>>>>

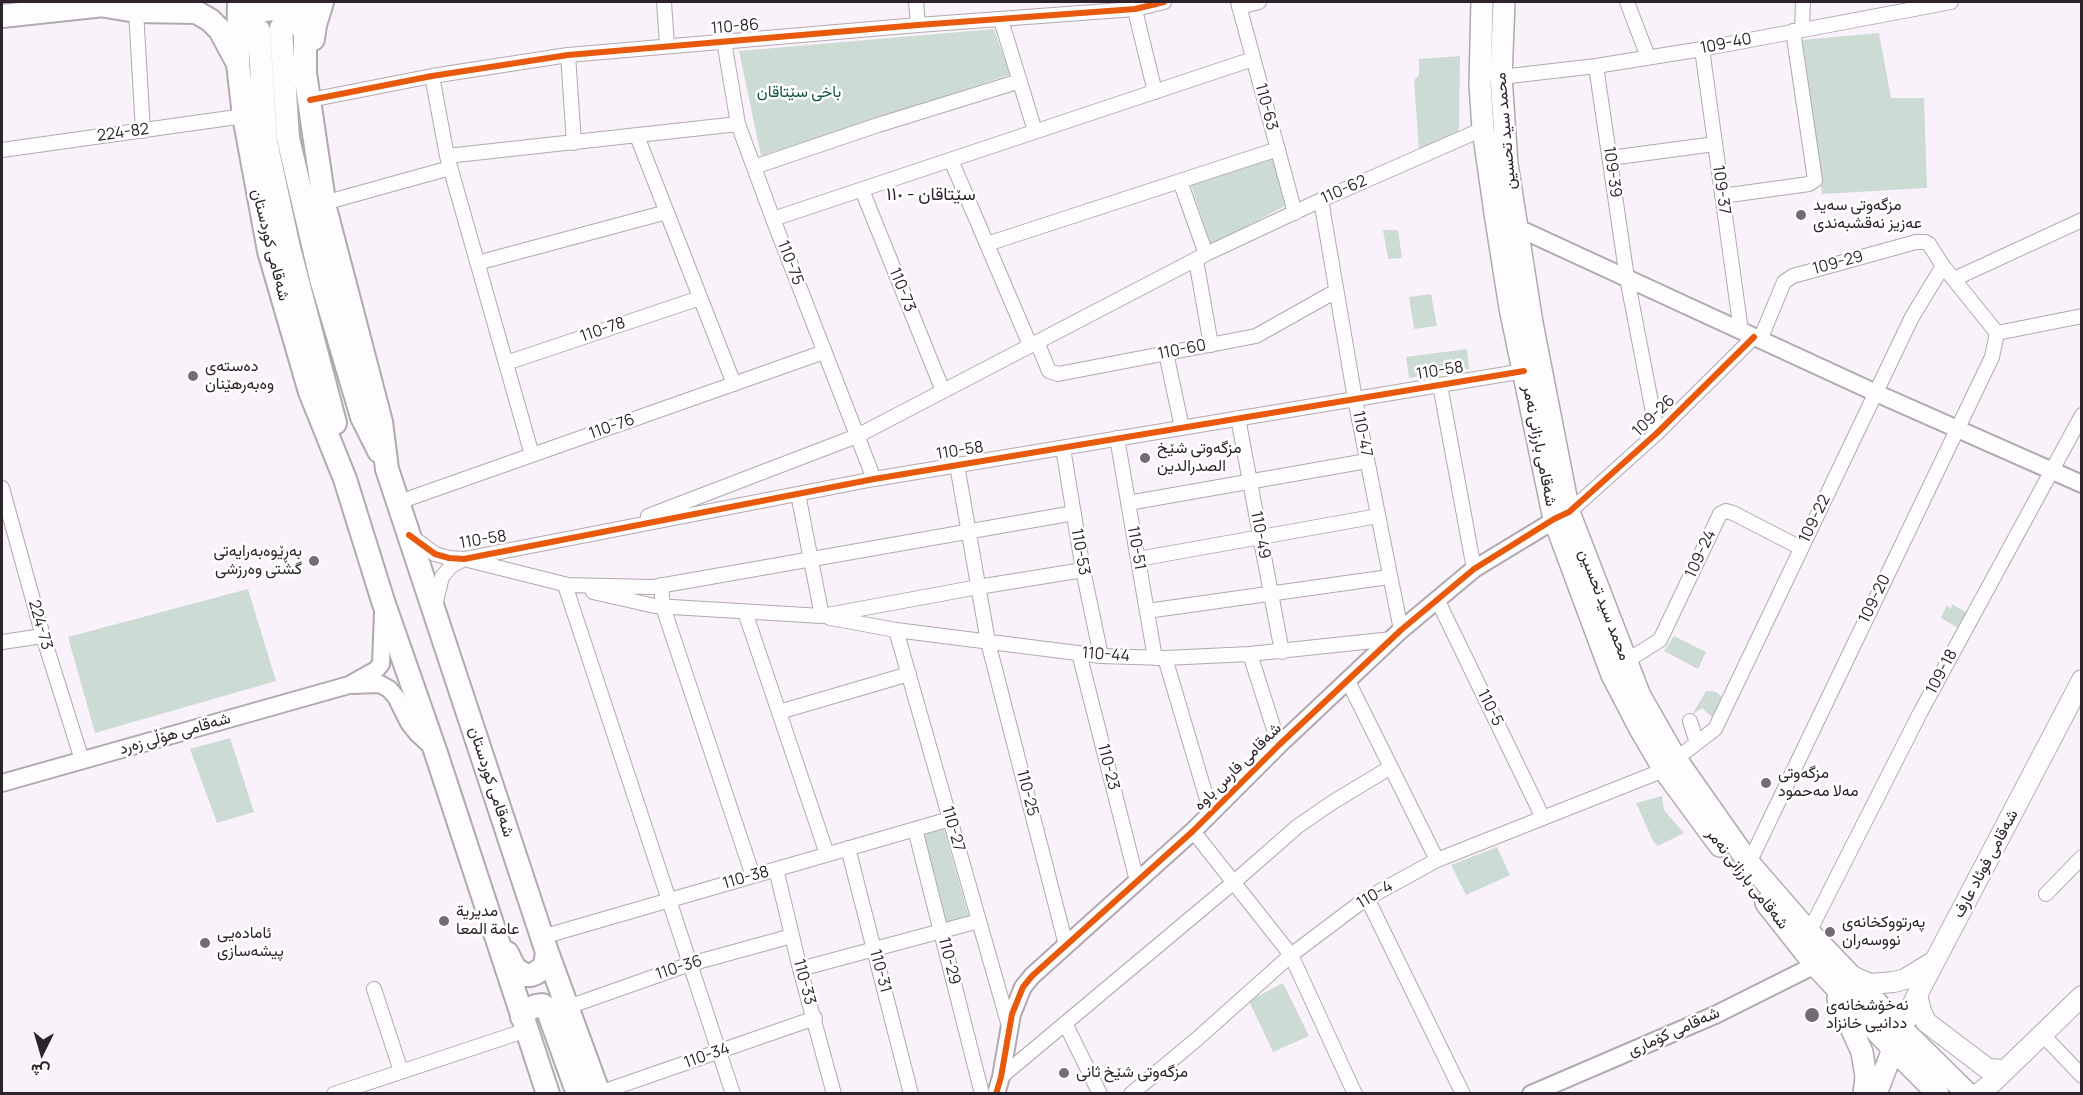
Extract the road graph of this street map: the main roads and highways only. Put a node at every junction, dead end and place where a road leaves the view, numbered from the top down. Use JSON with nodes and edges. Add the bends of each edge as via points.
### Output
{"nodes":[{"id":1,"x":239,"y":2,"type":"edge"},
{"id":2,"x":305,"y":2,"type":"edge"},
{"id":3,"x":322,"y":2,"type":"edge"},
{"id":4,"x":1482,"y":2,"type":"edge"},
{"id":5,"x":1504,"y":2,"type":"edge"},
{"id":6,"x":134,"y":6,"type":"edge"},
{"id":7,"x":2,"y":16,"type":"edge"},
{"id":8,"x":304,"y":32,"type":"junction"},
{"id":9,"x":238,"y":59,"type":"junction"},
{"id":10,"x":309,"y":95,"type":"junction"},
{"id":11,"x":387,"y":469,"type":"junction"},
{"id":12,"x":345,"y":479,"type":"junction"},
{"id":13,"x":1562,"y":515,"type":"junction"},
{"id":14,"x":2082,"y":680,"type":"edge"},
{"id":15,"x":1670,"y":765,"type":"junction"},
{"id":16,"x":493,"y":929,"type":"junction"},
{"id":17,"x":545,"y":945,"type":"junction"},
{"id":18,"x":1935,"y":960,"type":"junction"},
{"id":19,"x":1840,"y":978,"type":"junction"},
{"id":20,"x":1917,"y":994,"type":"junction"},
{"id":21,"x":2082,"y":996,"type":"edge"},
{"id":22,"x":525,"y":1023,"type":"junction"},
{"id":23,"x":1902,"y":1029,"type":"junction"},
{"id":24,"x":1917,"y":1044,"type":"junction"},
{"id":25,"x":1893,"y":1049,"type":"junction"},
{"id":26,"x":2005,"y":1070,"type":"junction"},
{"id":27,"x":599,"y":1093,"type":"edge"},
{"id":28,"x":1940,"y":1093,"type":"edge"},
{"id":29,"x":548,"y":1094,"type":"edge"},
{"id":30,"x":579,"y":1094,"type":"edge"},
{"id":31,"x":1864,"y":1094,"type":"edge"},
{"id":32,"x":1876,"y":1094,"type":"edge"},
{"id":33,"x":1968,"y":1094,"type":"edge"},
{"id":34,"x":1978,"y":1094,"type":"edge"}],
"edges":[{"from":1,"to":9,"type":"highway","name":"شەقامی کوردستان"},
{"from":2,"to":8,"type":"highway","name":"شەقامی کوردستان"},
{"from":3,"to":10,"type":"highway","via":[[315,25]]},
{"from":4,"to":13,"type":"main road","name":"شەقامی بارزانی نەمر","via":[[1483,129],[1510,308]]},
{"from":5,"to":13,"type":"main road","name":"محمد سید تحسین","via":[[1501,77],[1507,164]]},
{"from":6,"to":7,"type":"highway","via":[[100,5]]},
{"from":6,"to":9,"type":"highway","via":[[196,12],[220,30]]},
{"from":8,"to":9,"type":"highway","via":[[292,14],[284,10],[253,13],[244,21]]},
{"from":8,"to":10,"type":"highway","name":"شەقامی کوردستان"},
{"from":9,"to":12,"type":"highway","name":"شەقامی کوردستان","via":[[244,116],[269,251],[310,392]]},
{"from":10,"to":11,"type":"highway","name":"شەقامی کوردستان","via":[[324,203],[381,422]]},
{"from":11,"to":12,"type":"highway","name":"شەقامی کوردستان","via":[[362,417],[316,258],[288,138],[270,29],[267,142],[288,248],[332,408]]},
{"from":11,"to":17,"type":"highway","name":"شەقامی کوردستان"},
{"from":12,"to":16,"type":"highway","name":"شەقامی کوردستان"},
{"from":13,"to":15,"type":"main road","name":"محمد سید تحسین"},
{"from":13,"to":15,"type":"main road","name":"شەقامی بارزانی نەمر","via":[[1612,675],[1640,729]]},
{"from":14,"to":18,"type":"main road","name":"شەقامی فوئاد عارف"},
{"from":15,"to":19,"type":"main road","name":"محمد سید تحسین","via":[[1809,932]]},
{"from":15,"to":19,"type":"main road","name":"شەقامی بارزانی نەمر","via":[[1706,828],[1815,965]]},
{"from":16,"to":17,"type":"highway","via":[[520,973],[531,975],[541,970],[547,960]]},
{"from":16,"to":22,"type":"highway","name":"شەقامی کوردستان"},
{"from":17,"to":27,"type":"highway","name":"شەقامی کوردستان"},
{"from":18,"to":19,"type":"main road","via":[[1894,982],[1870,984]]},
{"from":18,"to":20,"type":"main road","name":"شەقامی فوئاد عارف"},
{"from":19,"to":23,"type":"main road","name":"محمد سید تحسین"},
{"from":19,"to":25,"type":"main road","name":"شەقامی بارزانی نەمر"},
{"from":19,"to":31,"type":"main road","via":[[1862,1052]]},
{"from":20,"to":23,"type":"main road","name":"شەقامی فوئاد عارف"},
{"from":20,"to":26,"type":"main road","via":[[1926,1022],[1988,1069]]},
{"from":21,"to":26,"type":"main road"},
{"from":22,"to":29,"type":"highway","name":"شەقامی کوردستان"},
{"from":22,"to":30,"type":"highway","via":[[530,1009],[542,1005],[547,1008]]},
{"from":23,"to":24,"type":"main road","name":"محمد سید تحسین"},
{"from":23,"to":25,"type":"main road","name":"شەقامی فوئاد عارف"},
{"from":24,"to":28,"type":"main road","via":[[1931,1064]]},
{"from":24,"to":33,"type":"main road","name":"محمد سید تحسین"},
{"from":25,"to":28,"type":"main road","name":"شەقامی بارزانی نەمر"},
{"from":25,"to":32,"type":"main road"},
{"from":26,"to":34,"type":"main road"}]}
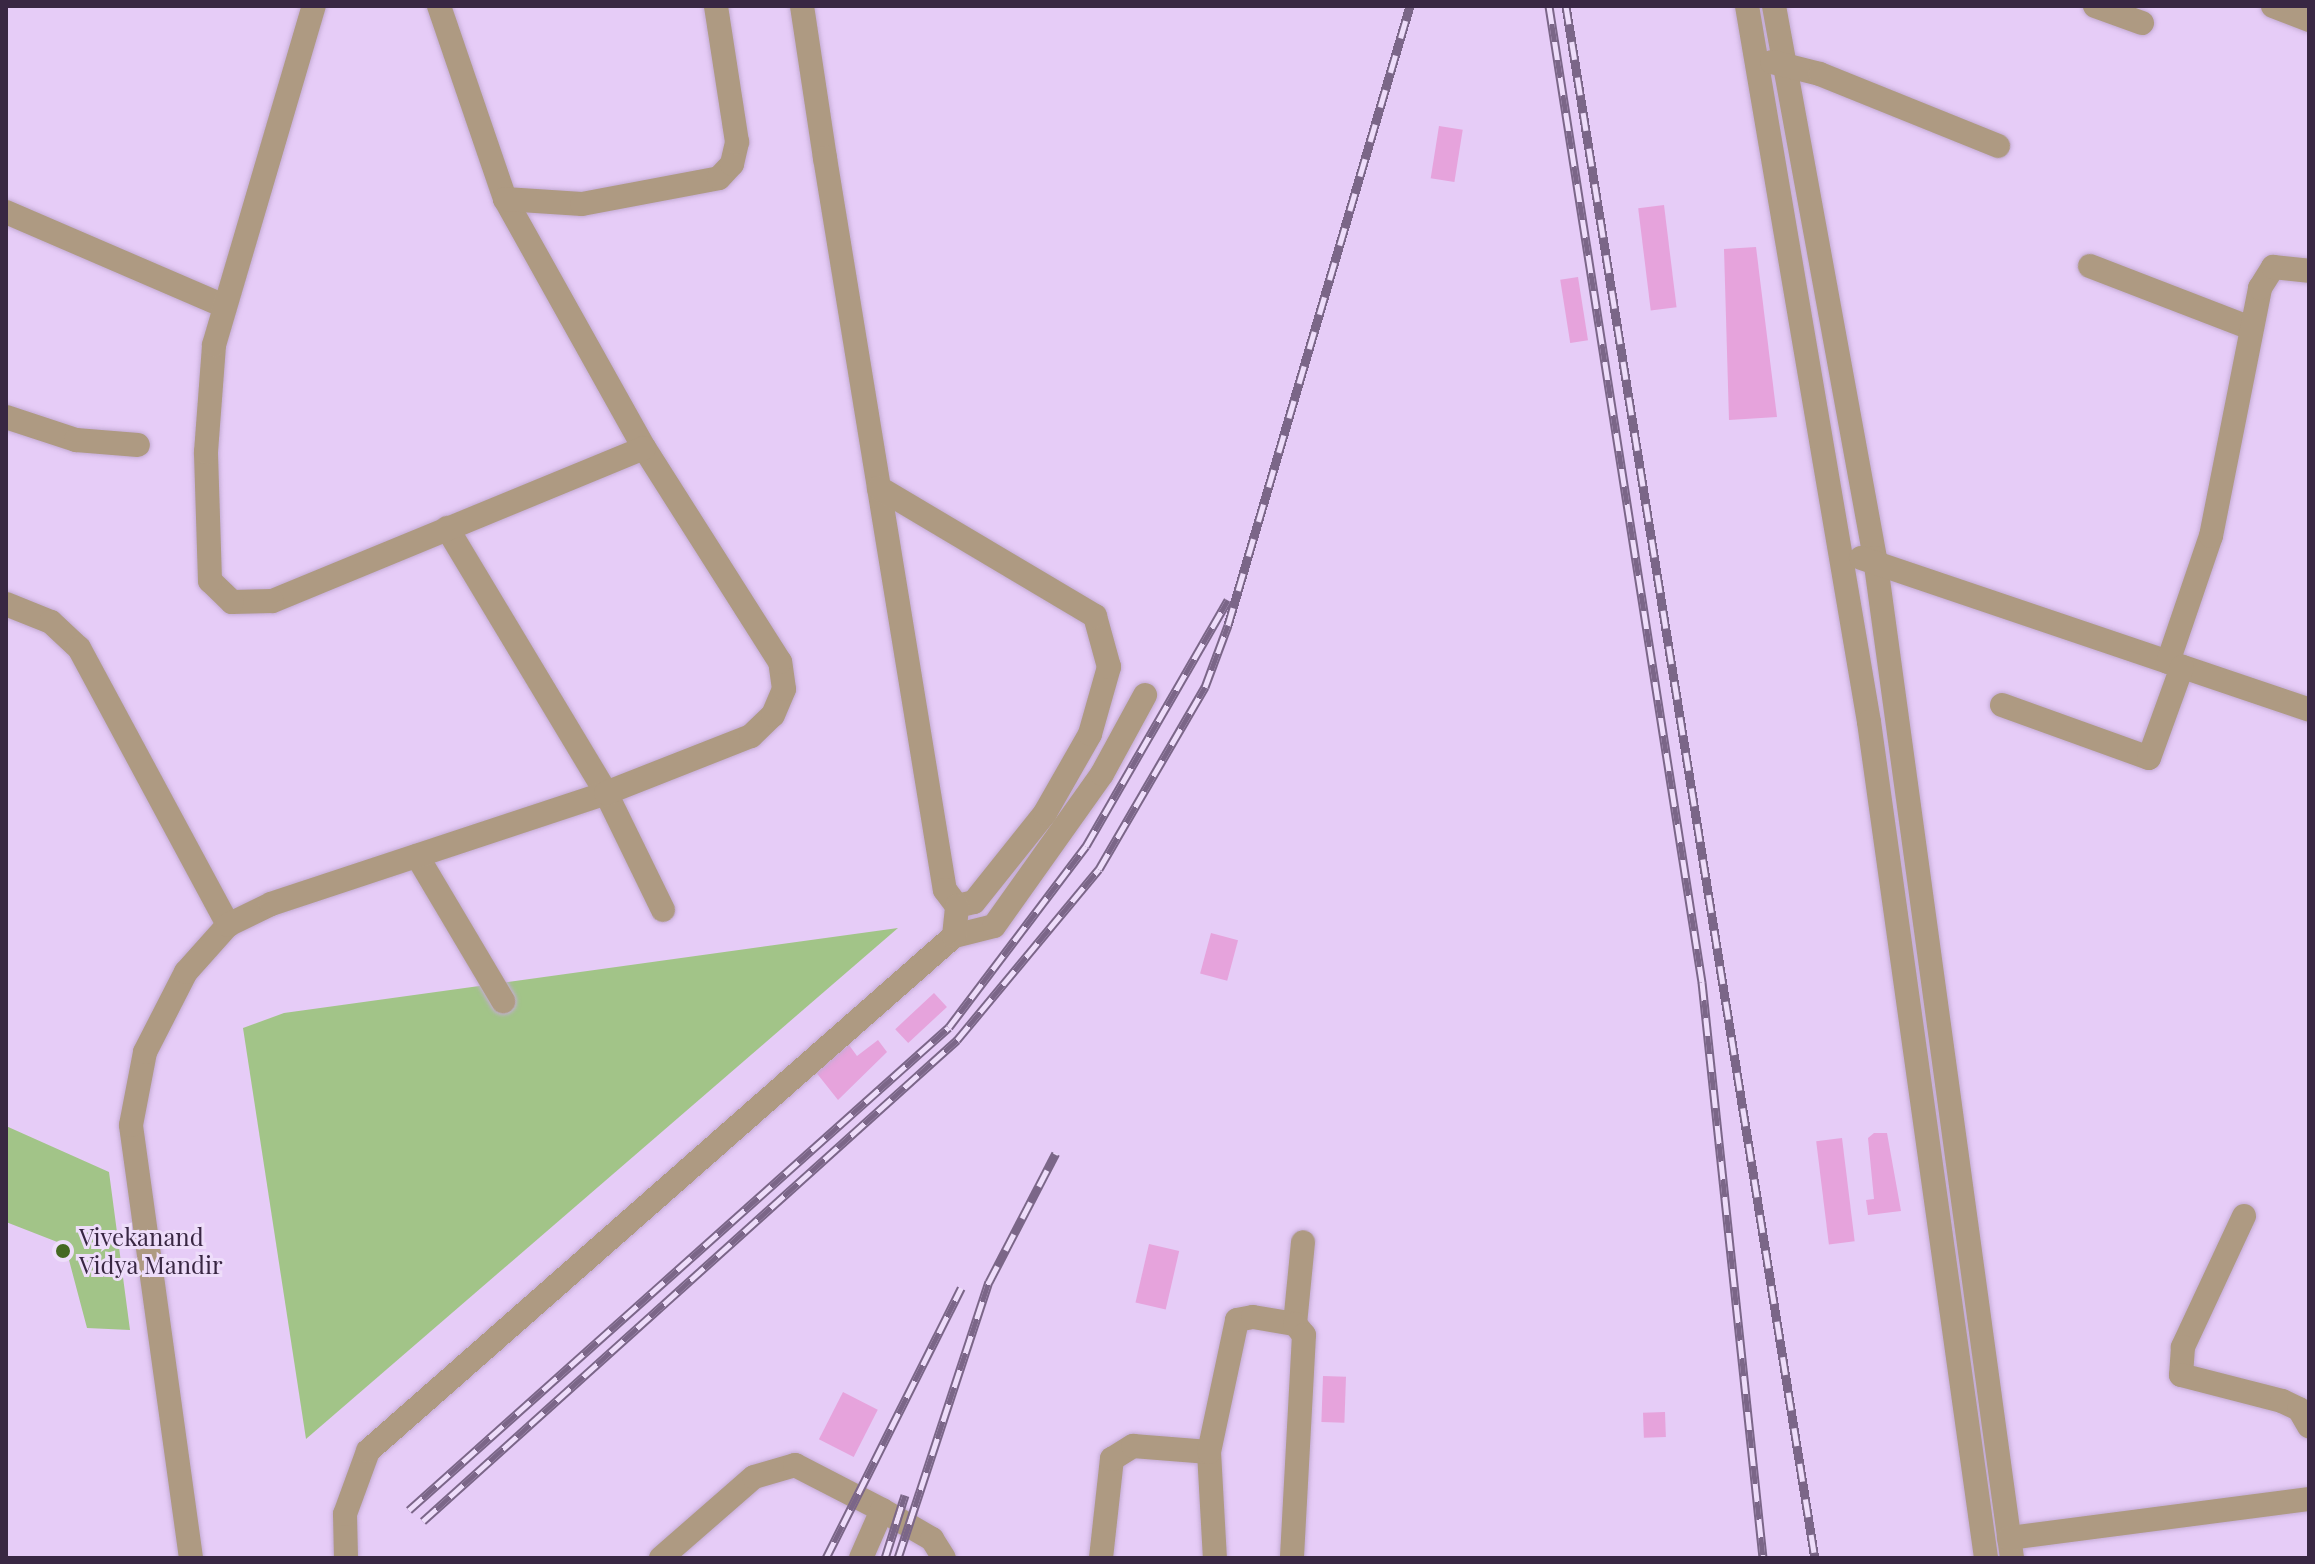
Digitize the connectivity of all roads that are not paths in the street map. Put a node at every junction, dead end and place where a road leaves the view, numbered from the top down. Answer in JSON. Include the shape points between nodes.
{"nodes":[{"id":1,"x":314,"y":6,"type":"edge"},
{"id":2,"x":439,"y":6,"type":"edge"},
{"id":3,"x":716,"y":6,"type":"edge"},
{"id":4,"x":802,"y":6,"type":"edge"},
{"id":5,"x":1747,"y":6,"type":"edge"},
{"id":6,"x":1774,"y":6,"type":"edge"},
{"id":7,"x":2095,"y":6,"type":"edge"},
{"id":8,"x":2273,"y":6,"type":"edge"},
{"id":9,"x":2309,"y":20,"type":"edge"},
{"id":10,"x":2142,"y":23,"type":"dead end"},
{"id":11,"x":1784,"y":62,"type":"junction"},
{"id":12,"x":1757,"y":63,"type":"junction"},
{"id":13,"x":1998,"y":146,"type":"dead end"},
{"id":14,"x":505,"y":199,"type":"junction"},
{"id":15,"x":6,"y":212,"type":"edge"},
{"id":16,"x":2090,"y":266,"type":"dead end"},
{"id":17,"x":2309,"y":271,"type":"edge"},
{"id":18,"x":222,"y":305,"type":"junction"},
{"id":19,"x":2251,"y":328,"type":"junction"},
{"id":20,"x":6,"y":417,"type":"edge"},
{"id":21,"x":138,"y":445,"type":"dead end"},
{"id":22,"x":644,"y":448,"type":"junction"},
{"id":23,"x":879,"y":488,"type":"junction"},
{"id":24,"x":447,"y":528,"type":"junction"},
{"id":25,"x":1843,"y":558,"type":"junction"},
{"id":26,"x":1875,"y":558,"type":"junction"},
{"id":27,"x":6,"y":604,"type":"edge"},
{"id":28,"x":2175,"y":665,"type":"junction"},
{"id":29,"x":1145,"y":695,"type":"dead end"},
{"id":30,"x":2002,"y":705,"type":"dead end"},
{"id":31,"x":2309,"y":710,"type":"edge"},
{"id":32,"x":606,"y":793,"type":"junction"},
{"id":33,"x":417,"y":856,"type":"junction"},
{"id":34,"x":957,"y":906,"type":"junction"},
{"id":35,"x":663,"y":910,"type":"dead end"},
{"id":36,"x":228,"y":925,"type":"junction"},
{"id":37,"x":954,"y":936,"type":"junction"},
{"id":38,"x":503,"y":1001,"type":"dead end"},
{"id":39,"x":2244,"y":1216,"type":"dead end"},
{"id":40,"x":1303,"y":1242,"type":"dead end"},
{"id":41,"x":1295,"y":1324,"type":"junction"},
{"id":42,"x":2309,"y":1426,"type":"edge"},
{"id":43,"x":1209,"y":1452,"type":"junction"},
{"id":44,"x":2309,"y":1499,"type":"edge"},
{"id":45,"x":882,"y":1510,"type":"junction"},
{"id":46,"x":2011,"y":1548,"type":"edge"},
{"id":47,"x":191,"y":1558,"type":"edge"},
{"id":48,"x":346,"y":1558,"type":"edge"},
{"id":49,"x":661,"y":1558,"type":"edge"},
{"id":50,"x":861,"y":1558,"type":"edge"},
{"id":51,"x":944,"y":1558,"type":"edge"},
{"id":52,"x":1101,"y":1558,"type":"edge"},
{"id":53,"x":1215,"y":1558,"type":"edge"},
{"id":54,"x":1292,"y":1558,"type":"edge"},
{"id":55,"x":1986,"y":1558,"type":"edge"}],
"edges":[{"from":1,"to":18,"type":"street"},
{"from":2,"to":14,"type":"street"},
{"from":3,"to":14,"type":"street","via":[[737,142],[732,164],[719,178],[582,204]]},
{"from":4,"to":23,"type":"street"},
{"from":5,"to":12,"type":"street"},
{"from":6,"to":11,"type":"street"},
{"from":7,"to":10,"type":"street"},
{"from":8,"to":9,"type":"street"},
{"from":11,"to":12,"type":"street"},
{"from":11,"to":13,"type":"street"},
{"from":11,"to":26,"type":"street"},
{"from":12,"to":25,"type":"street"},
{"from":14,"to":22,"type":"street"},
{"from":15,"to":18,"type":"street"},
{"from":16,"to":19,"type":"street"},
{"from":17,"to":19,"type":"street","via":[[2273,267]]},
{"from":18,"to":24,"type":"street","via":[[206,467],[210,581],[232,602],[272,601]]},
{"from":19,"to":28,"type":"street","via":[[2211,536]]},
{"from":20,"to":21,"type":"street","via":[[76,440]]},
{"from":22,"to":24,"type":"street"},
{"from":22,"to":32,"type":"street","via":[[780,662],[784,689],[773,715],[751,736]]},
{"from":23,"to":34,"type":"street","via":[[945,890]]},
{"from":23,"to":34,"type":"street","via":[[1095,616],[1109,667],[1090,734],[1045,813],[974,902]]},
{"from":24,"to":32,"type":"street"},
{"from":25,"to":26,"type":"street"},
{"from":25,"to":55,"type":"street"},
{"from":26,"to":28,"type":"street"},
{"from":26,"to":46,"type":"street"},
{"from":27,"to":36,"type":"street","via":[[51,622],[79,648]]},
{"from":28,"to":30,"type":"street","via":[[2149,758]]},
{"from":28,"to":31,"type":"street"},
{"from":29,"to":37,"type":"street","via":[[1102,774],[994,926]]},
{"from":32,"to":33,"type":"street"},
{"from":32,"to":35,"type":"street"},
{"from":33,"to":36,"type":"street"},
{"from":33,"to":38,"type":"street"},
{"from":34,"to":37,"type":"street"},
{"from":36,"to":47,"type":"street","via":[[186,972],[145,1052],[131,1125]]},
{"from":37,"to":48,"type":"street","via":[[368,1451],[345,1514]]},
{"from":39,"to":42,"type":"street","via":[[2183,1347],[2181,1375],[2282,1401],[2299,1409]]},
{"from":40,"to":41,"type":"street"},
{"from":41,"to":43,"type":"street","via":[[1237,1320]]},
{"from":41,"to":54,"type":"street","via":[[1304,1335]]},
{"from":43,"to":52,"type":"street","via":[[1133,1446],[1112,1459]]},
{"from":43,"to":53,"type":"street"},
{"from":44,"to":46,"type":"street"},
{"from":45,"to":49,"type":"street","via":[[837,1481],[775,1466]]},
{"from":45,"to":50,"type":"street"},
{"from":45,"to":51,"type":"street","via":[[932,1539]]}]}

<<<<

* _Work item_
Extract every line containing the string "فوئاد" from the data above.

* _Task result_
{"from":14,"to":18,"type":"main road","name":"شەقامی فوئاد عارف"},
{"from":18,"to":20,"type":"main road","name":"شەقامی فوئاد عارف"},
{"from":20,"to":23,"type":"main road","name":"شەقامی فوئاد عارف"},
{"from":23,"to":25,"type":"main road","name":"شەقامی فوئاد عارف"},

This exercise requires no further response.